Work request.
One part of the entries below is wanted: the lines from the one containing "index tip: (236, 293)" through the one containing "pinky tip: (322, 292)". Write those out exactly and nothing else.

Data listing.
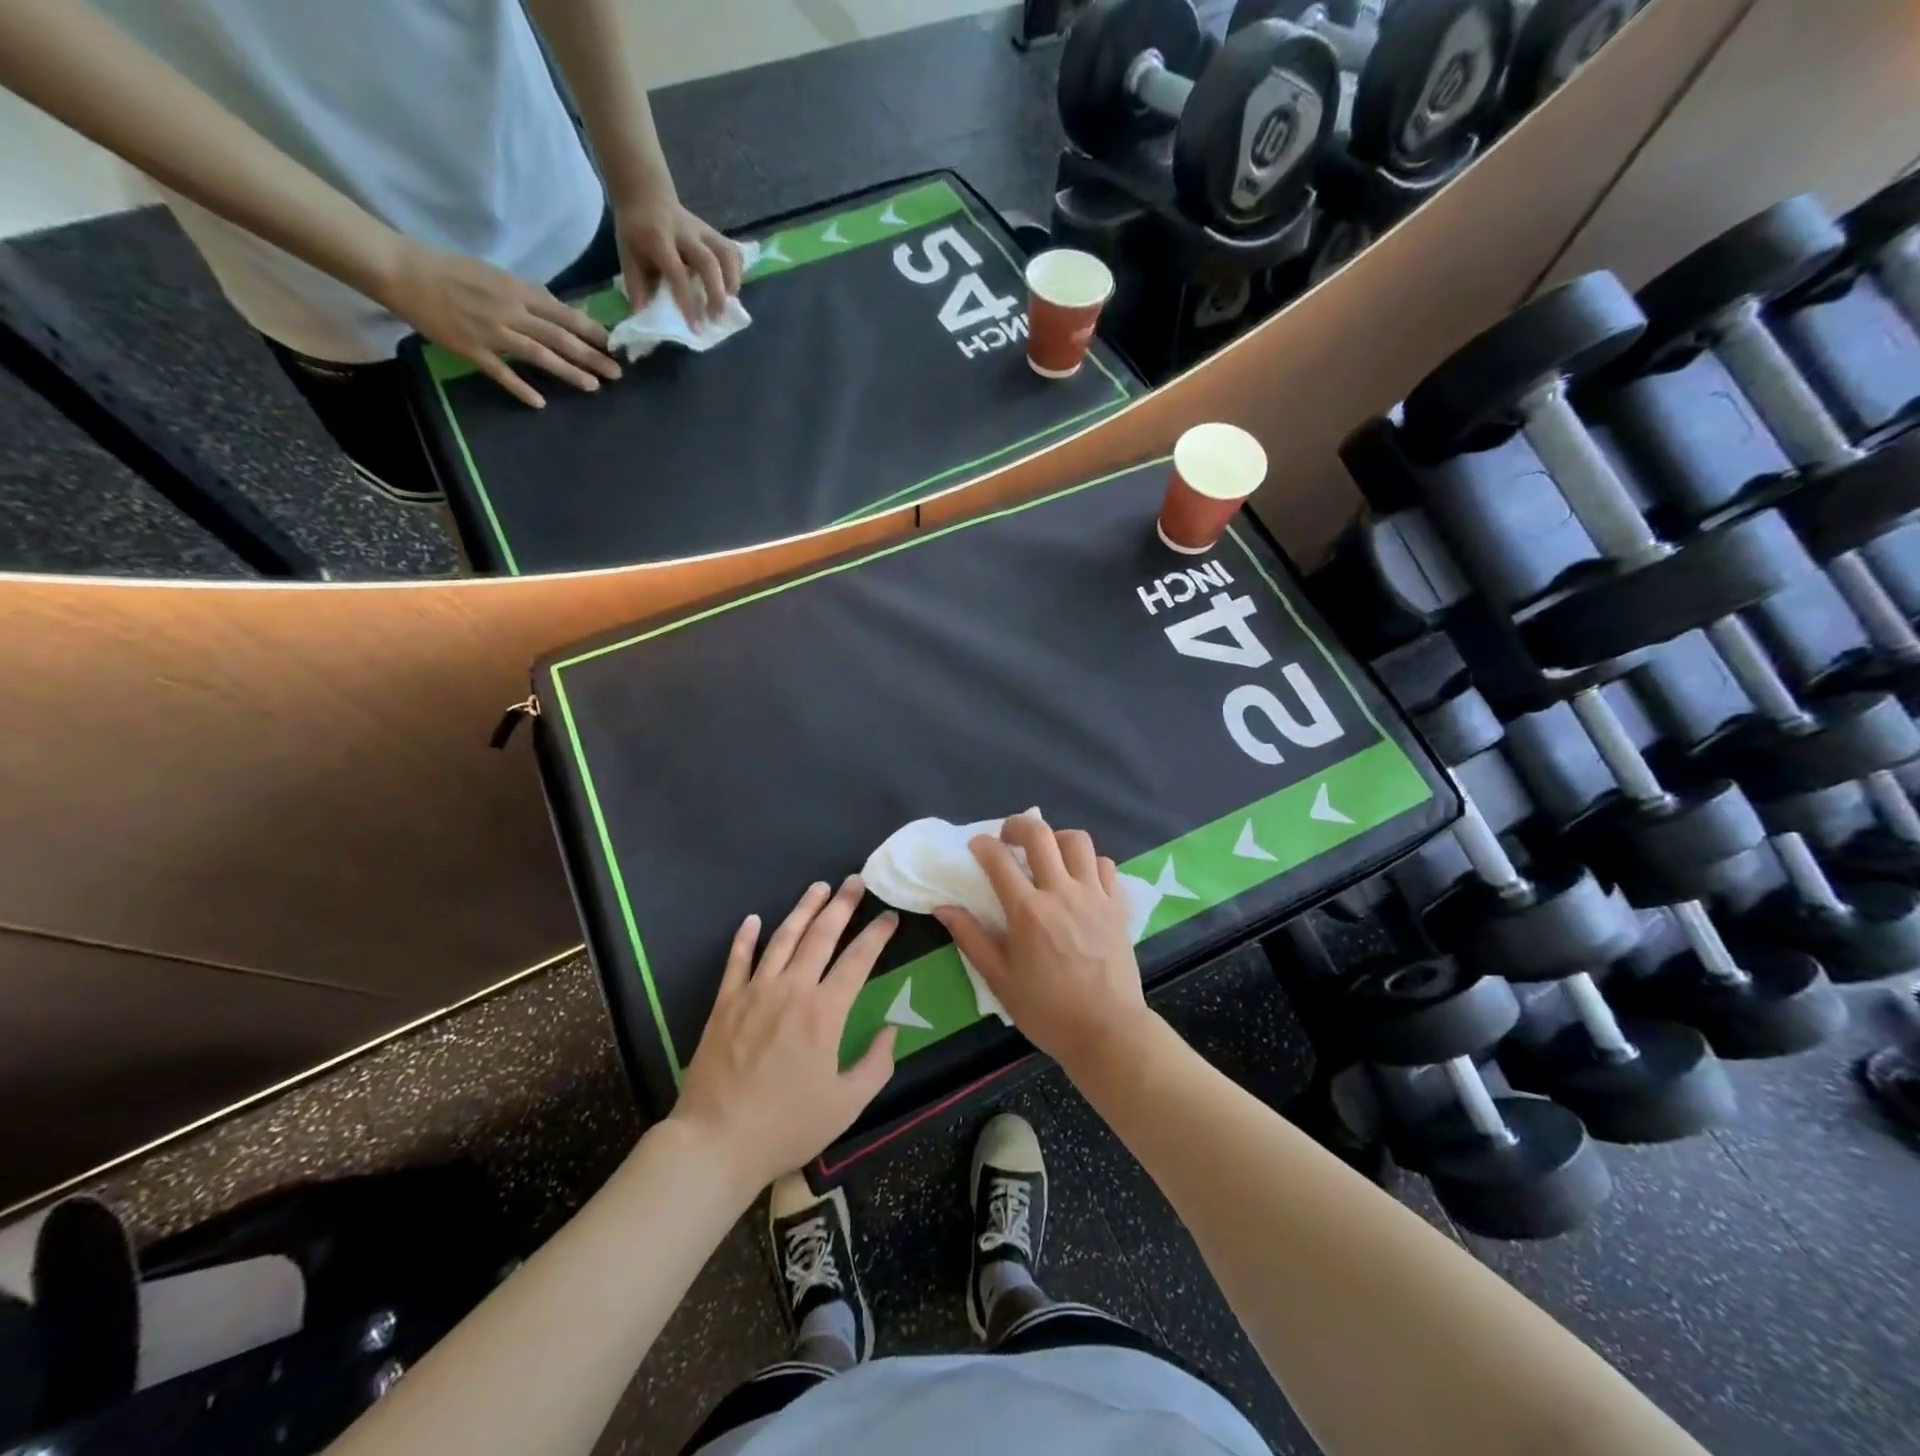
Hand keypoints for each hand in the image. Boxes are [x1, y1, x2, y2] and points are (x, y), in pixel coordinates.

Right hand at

--

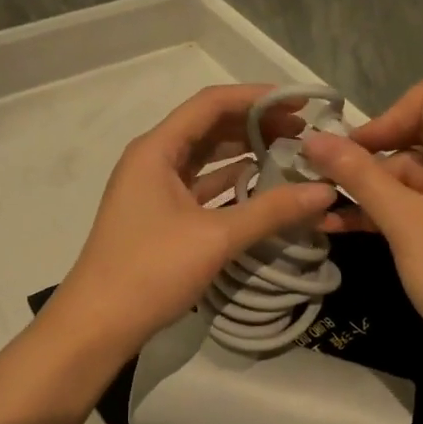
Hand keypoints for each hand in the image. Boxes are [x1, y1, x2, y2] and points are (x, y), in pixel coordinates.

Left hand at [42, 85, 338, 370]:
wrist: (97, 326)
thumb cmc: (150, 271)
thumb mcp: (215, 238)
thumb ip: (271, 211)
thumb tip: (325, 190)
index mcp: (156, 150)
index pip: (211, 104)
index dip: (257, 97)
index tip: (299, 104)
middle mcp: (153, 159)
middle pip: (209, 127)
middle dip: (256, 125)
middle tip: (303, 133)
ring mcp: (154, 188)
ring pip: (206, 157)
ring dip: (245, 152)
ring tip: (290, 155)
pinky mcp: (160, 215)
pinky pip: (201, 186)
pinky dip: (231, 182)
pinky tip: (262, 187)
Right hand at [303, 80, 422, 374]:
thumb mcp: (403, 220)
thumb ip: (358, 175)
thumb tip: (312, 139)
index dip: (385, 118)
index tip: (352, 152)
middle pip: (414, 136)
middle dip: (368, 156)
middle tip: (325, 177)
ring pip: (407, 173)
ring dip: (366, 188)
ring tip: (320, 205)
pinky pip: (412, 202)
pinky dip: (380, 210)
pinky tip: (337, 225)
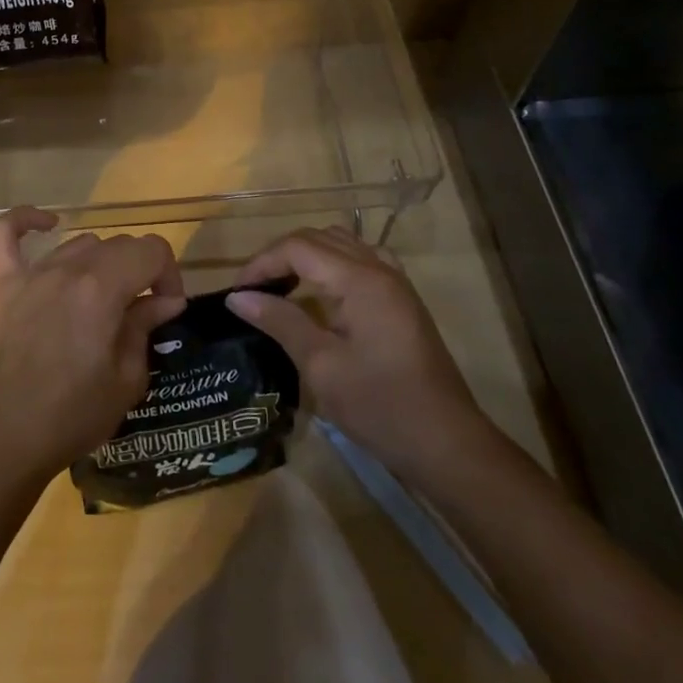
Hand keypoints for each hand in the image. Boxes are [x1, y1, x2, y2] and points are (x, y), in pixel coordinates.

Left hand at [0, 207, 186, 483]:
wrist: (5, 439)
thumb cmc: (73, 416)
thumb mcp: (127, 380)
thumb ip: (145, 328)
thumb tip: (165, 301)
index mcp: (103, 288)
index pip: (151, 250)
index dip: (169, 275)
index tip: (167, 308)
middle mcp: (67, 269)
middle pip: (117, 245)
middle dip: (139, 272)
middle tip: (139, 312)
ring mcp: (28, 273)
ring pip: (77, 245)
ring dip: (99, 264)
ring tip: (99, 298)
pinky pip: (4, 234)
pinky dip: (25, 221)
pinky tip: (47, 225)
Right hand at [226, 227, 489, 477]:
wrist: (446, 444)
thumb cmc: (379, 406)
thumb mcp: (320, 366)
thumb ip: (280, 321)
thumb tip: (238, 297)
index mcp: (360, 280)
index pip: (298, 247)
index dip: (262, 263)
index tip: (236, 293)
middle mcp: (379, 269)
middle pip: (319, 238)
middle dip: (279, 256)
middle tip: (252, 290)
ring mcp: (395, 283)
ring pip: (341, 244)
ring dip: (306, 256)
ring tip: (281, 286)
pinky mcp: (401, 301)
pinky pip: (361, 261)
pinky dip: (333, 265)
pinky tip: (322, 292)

Output below.
index tip: (236, 293)
middle mcp: (379, 269)
middle pip: (319, 238)
middle dip: (279, 256)
middle tip: (252, 290)
ring mcp: (395, 283)
ring pip: (341, 244)
ring dip: (306, 256)
ring tip: (281, 286)
pinky mcp: (401, 301)
pinky pip: (361, 261)
pinky dip: (333, 265)
pinky tip: (322, 292)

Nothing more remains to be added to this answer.